**Saved data entries:**
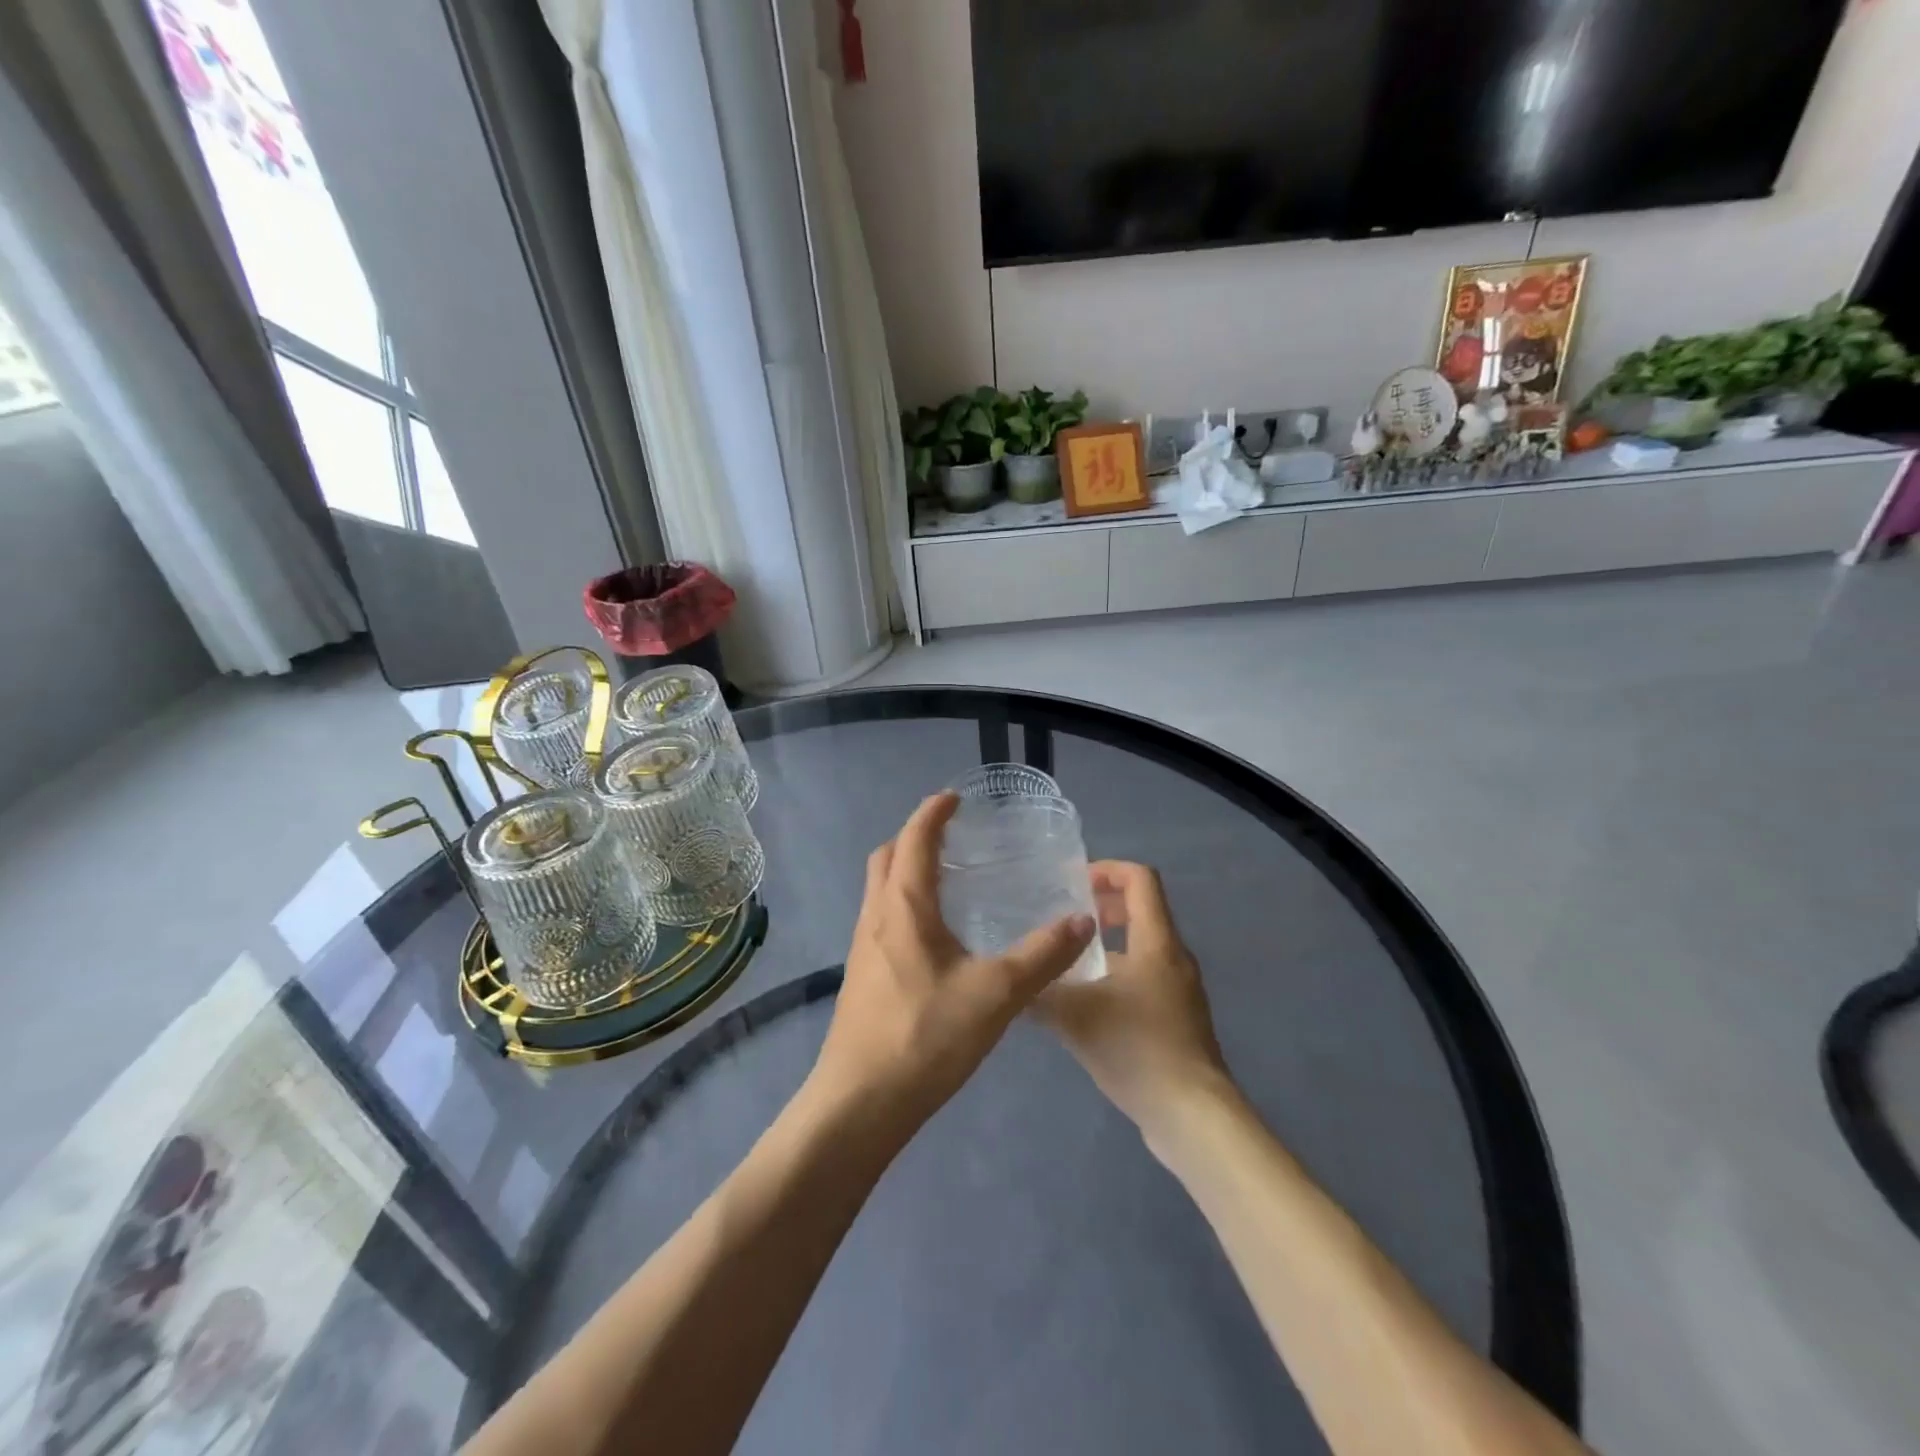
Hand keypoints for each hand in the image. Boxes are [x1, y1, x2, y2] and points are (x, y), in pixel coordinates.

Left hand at [808, 793, 1095, 1141]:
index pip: (915, 839)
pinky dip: (905, 904)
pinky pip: (882, 918)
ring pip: (881, 889)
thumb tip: (1081, 920)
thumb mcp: (996, 994)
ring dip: (907, 870)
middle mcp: (876, 916)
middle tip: (953, 836)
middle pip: (887, 857)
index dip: (933, 813)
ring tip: (950, 880)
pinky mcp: (862, 976)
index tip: (955, 797)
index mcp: (904, 906)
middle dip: (915, 836)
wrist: (860, 1103)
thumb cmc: (925, 1037)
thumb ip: (1042, 955)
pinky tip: (936, 936)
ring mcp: (863, 947)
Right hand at [1037, 862, 1233, 1141]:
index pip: (1140, 879)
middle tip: (1063, 922)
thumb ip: (1040, 991)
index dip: (1106, 869)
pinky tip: (1085, 1008)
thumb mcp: (1075, 1016)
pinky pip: (1145, 980)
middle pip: (1141, 911)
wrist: (1192, 1116)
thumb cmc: (1137, 1049)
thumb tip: (1012, 978)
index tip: (1071, 884)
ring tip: (1065, 966)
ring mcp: (1180, 991)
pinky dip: (1115, 978)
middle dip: (1101, 908)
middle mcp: (1174, 957)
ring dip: (1105, 948)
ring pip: (1141, 950)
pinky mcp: (1179, 1020)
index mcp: (1156, 942)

**TASK DIRECTIONS:** Without the pictures, reproduce the entries exactly.

**SOLUTION TO THE EXERCISE:**
Hand keypoints for each hand in the image. Boxes are [x1, y1, x2, y2] and points are (x, y), in pixel coordinates.

Left hand at [808, 793, 1095, 1141]:
index pip: (915, 839)
pinky dip: (905, 904)
pinky pip: (882, 918)
ring pip: (881, 889)
thumb tip: (1081, 920)
thumb mcp: (996, 994)
ring dip: (907, 870)
middle mcp: (876, 916)
middle tip: (953, 836)
middle pip: (887, 857)
index dip: (933, 813)
ring tip: (950, 880)
pinky mcp: (862, 976)
index tip: (955, 797)
index mcp: (904, 906)
middle dip: (915, 836)
wrist: (860, 1103)
thumb cmc: (925, 1037)
thumb ip: (1042, 955)
pinky tip: (936, 936)
ring mcp: (863, 947)
Right hand at [1037, 862, 1233, 1141]:
index pip: (1140, 879)
middle tip: (1063, 922)
thumb ip: (1040, 991)
index dip: (1106, 869)
pinky tip: (1085, 1008)
thumb mcp: (1075, 1016)
pinky pip: (1145, 980)
middle pip: (1141, 911)
wrist: (1192, 1116)
thumb cmc: (1137, 1049)
thumb tip: (1012, 978)
index tip: (1071, 884)
ring tip: (1065, 966)
ring mcp: (1180, 991)
pinky dip: (1115, 978)
middle dip: (1101, 908)
middle mcp: (1174, 957)
ring dip: (1105, 948)
ring pip: (1141, 950)
pinky mcp: (1179, 1020)
index mcp: (1156, 942)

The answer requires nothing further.